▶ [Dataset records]

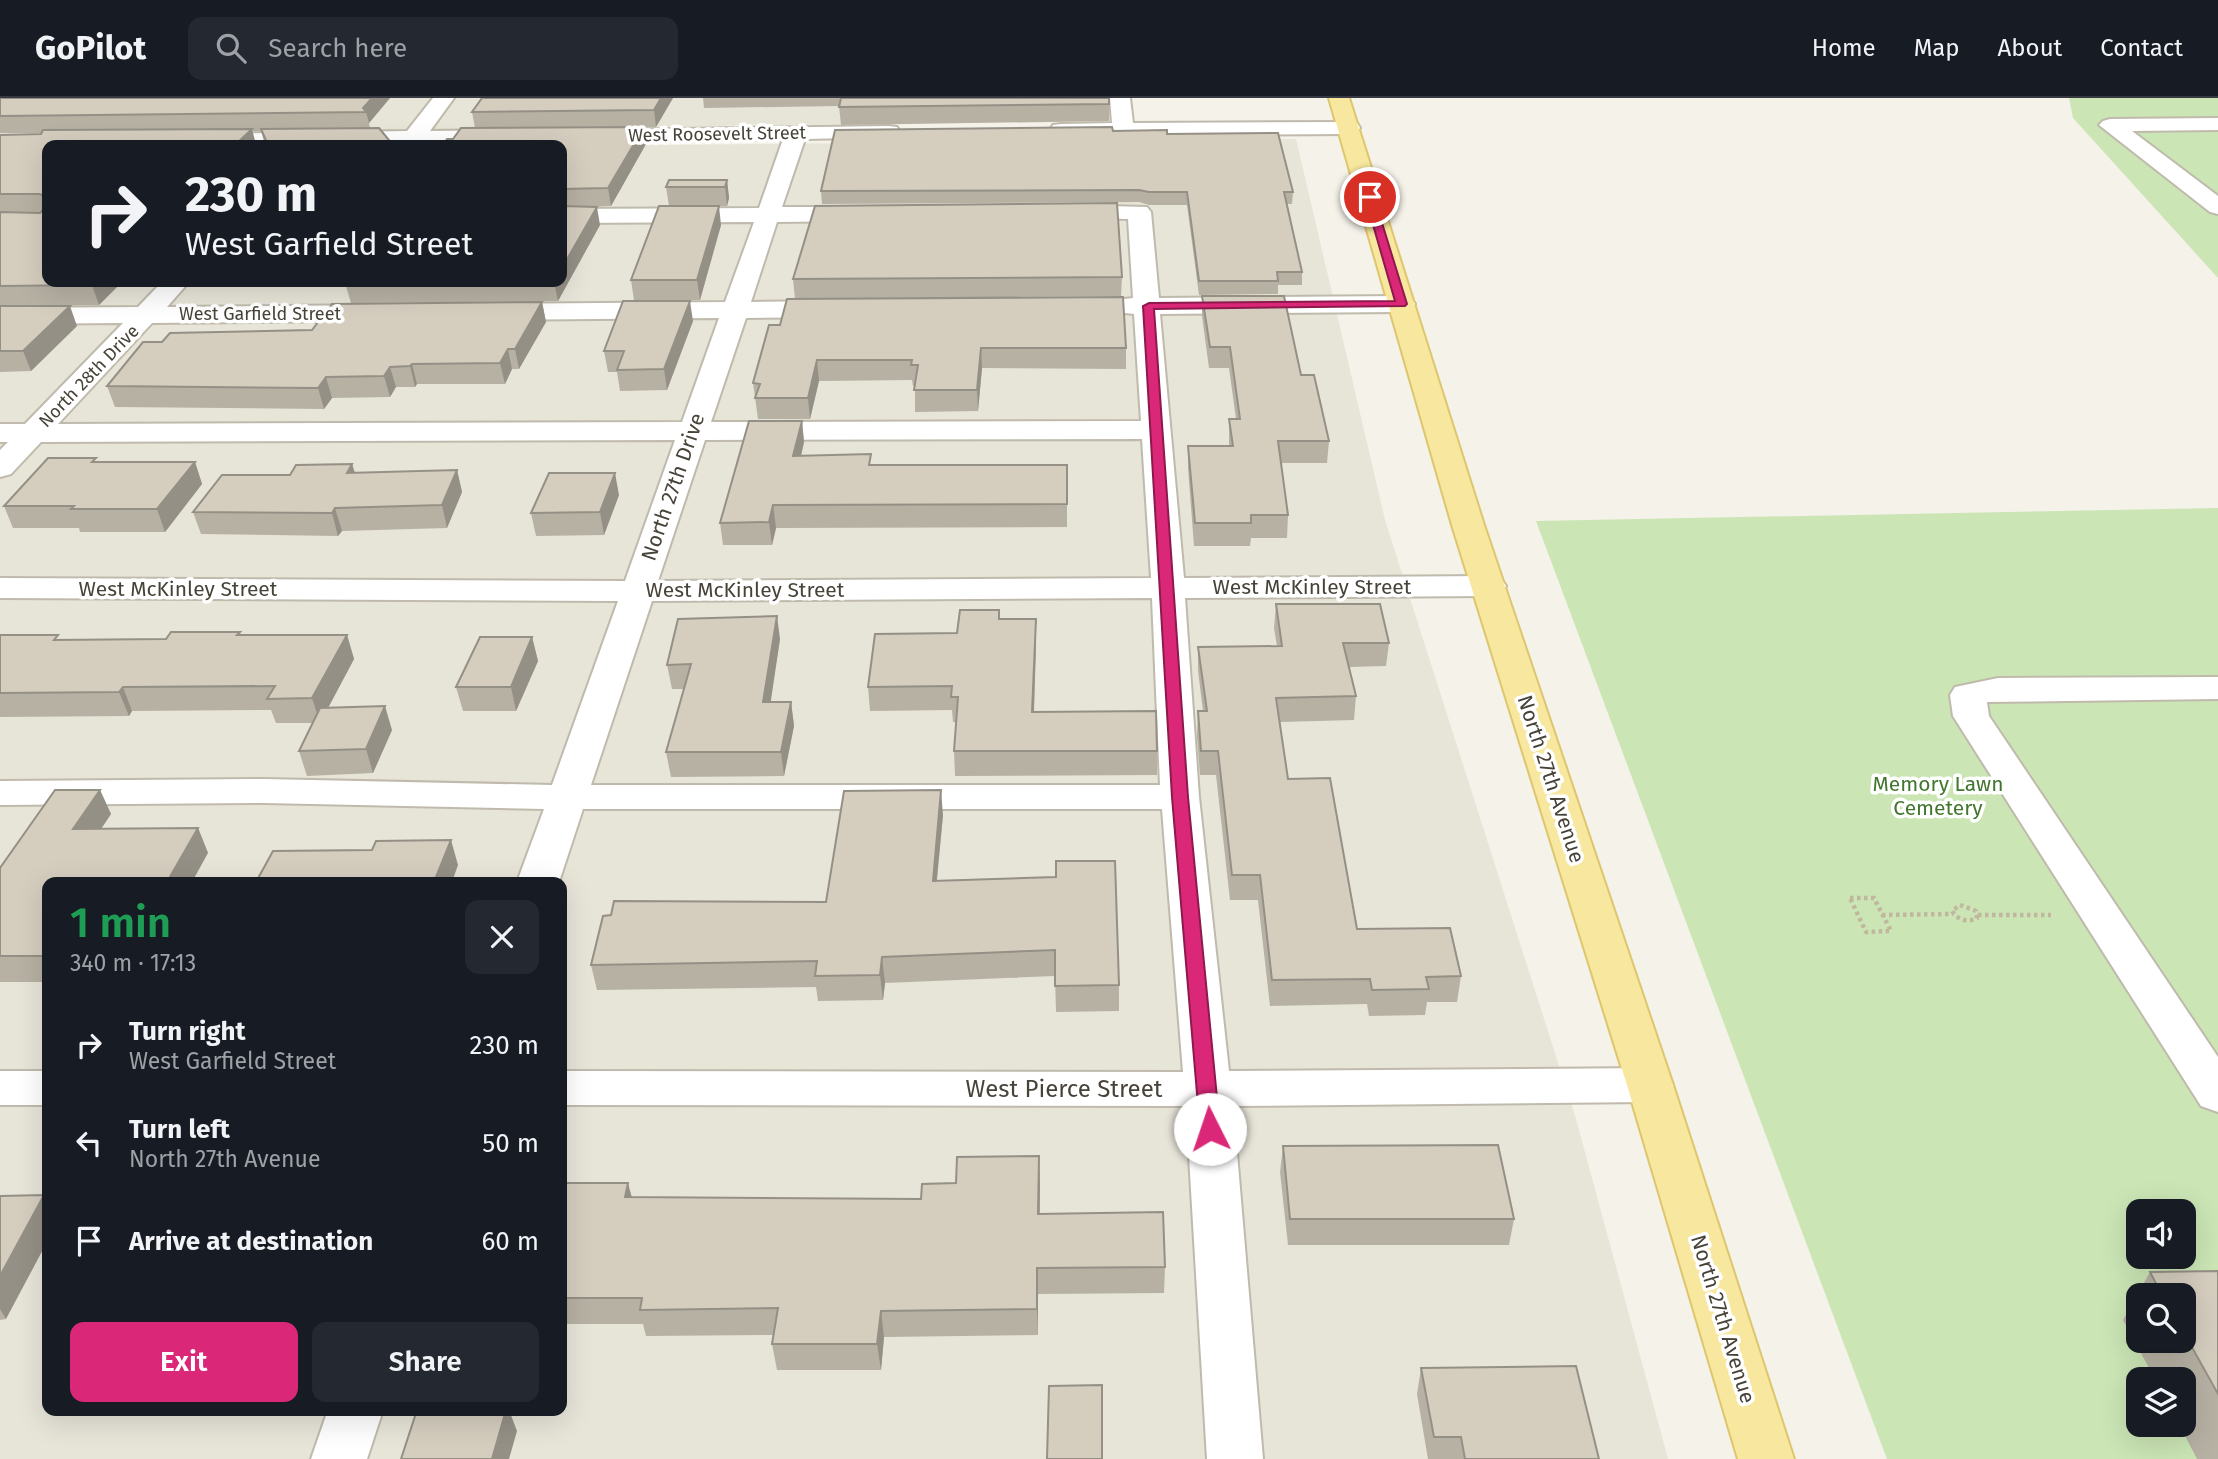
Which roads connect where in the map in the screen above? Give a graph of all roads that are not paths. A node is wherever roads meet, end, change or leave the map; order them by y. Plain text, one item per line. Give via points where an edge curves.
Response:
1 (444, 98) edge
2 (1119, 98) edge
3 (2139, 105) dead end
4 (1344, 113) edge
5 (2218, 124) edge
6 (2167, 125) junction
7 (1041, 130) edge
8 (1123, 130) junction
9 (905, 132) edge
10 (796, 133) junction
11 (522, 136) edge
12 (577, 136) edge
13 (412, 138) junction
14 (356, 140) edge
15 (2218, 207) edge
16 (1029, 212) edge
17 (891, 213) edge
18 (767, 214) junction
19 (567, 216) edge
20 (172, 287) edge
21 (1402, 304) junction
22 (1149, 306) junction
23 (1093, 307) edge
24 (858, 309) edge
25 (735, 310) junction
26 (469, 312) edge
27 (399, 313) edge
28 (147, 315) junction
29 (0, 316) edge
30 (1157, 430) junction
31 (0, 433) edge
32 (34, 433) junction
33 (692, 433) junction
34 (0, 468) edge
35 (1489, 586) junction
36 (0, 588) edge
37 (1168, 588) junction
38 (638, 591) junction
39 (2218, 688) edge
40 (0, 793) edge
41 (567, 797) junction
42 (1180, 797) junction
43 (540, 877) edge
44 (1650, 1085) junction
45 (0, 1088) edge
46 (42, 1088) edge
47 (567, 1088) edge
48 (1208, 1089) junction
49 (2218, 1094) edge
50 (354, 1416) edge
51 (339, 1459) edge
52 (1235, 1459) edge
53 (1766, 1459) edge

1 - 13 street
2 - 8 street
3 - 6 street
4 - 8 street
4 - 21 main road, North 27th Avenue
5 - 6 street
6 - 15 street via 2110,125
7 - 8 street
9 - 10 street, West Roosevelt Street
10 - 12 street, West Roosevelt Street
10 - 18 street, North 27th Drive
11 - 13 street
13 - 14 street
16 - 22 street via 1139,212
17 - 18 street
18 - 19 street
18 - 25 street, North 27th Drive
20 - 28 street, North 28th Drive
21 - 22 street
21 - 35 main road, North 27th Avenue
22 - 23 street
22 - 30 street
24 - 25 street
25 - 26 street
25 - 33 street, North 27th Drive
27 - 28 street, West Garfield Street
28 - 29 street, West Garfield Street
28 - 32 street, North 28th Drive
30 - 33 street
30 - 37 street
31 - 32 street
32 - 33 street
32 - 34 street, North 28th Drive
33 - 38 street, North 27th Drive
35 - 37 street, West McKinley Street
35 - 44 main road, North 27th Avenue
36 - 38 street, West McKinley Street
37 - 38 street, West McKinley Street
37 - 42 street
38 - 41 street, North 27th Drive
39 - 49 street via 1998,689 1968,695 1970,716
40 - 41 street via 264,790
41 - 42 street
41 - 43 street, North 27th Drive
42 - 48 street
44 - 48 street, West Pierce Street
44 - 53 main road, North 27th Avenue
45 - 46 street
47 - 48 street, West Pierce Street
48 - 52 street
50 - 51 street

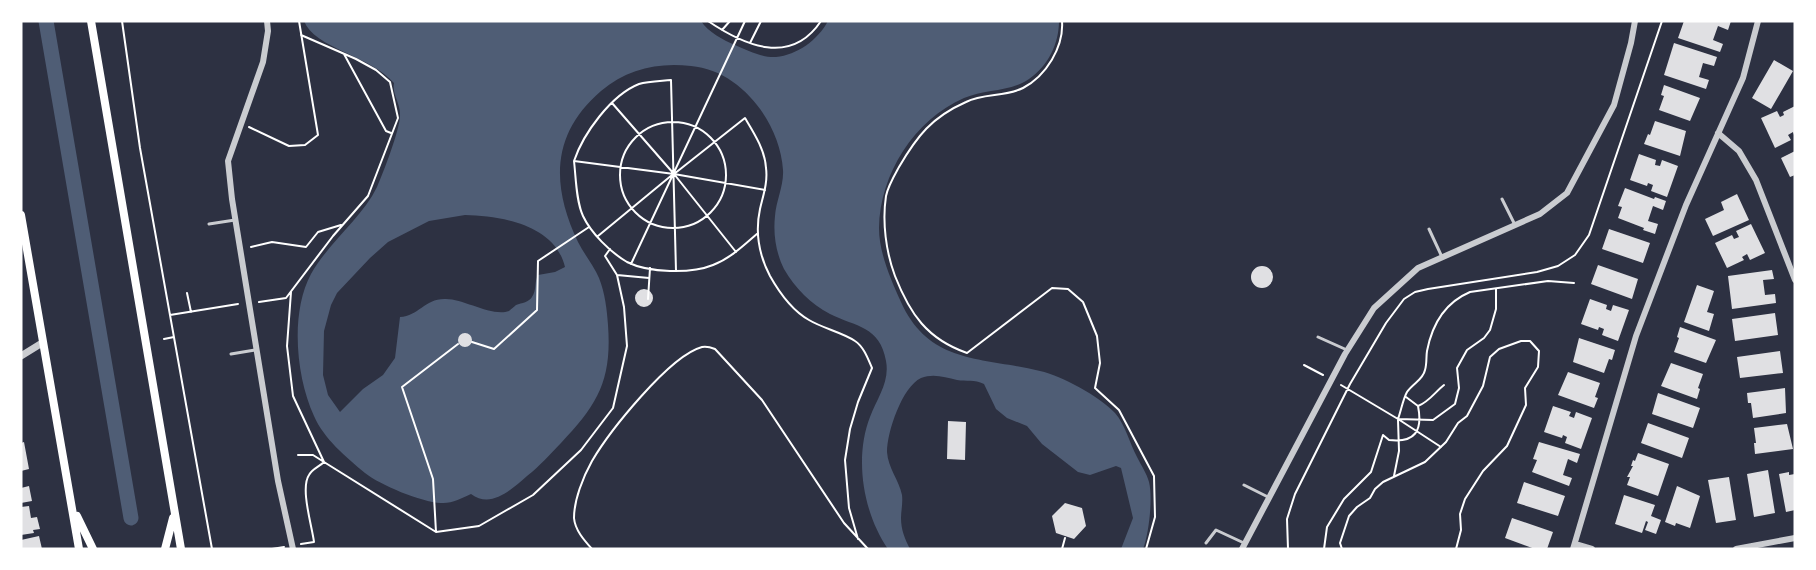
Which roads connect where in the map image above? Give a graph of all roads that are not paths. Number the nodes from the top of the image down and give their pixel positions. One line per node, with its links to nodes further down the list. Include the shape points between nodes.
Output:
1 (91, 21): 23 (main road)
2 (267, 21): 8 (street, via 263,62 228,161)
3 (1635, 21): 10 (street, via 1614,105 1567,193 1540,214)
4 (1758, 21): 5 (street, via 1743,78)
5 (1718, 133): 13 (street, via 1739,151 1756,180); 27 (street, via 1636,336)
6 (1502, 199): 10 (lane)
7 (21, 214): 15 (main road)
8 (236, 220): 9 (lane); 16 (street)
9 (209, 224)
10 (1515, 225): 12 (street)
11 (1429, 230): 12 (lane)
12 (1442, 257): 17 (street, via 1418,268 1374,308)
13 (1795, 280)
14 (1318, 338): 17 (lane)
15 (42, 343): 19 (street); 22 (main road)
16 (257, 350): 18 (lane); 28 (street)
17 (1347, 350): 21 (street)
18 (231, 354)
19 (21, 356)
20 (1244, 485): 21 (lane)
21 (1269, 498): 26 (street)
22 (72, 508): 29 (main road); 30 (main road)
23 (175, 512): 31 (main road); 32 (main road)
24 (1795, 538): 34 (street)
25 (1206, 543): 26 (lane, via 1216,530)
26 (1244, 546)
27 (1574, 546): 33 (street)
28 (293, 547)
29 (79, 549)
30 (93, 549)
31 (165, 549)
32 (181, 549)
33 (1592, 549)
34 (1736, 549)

▶ [Task item] Output each line of the records exactly. Any picture is skipped.

▶ [Finished exercise]
Which roads connect where in the map in the screen above? Give a graph of all roads that are not paths. A node is wherever roads meet, end, change or leave the map; order them by y. Plain text, one item per line. Give via points where an edge curves.
Response:
1 (444, 98) edge
2 (1119, 98) edge
3 (2139, 105) dead end
4 (1344, 113) edge
5 (2218, 124) edge
6 (2167, 125) junction
7 (1041, 130) edge
8 (1123, 130) junction
9 (905, 132) edge
10 (796, 133) junction
11 (522, 136) edge
12 (577, 136) edge
13 (412, 138) junction
14 (356, 140) edge
15 (2218, 207) edge
16 (1029, 212) edge
17 (891, 213) edge
18 (767, 214) junction
19 (567, 216) edge
20 (172, 287) edge
21 (1402, 304) junction
22 (1149, 306) junction
23 (1093, 307) edge
24 (858, 309) edge
25 (735, 310) junction
26 (469, 312) edge
27 (399, 313) edge
28 (147, 315) junction
29 (0, 316) edge
30 (1157, 430) junction
31 (0, 433) edge
32 (34, 433) junction
33 (692, 433) junction
34 (0, 468) edge
35 (1489, 586) junction
36 (0, 588) edge
37 (1168, 588) junction
38 (638, 591) junction
39 (2218, 688) edge
40 (0, 793) edge
41 (567, 797) junction
42 (1180, 797) junction
43 (540, 877) edge
44 (1650, 1085) junction
45 (0, 1088) edge
46 (42, 1088) edge
47 (567, 1088) edge
48 (1208, 1089) junction
49 (2218, 1094) edge
50 (354, 1416) edge
51 (339, 1459) edge
52 (1235, 1459) edge
53 (1766, 1459) edge

1 - 13 street
2 - 8 street
3 - 6 street
4 - 8 street
4 - 21 main road, North 27th Avenue
5 - 6 street
6 - 15 street via 2110,125
7 - 8 street
9 - 10 street, West Roosevelt Street
10 - 12 street, West Roosevelt Street
10 - 18 street, North 27th Drive
11 - 13 street
13 - 14 street
16 - 22 street via 1139,212
17 - 18 street
18 - 19 street
18 - 25 street, North 27th Drive
20 - 28 street, North 28th Drive
21 - 22 street
21 - 35 main road, North 27th Avenue
22 - 23 street
22 - 30 street
24 - 25 street
25 - 26 street
25 - 33 street, North 27th Drive
27 - 28 street, West Garfield Street
28 - 29 street, West Garfield Street
28 - 32 street, North 28th Drive
30 - 33 street
30 - 37 street
31 - 32 street
32 - 33 street
32 - 34 street, North 28th Drive
33 - 38 street, North 27th Drive
35 - 37 street, West McKinley Street
35 - 44 main road, North 27th Avenue
36 - 38 street, West McKinley Street
37 - 38 street, West McKinley Street
37 - 42 street
38 - 41 street, North 27th Drive
39 - 49 street via 1998,689 1968,695 1970,716
40 - 41 street via 264,790
41 - 42 street
41 - 43 street, North 27th Drive
42 - 48 street
44 - 48 street, West Pierce Street
44 - 53 main road, North 27th Avenue
45 - 46 street
47 - 48 street, West Pierce Street
48 - 52 street
50 - 51 street

Which roads connect where in the map image above? Give a graph of all roads that are not paths. Number the nodes from the top of the image down and give their pixel positions. One line per node, with its links to nodes further down the list. Include the shape points between nodes.
Output:
1 (91, 21): 23 (main road)
2 (267, 21): 8 (street, via 263,62 228,161)
3 (1635, 21): 10 (street, via 1614,105 1567,193 1540,214)
4 (1758, 21): 5 (street, via 1743,78)
5 (1718, 133): 13 (street, via 1739,151 1756,180); 27 (street, via 1636,336)
6 (1502, 199): 10 (lane)
7 (21, 214): 15 (main road)
8 (236, 220): 9 (lane); 16 (street)
9 (209, 224)
10 (1515, 225): 12 (street)
11 (1429, 230): 12 (lane)
12 (1442, 257): 17 (street, via 1418,268 1374,308)
13 (1795, 280)
14 (1318, 338): 17 (lane)
15 (42, 343): 19 (street); 22 (main road)
16 (257, 350): 18 (lane); 28 (street)
17 (1347, 350): 21 (street)
18 (231, 354)
19 (21, 356)
20 (1244, 485): 21 (lane)
21 (1269, 498): 26 (street)
22 (72, 508): 29 (main road); 30 (main road)
23 (175, 512): 31 (main road); 32 (main road)
24 (1795, 538): 34 (street)
25 (1206, 543): 26 (lane, via 1216,530)
26 (1244, 546)
27 (1574, 546): 33 (street)
28 (293, 547)
29 (79, 549)
30 (93, 549)
31 (165, 549)
32 (181, 549)
33 (1592, 549)
34 (1736, 549)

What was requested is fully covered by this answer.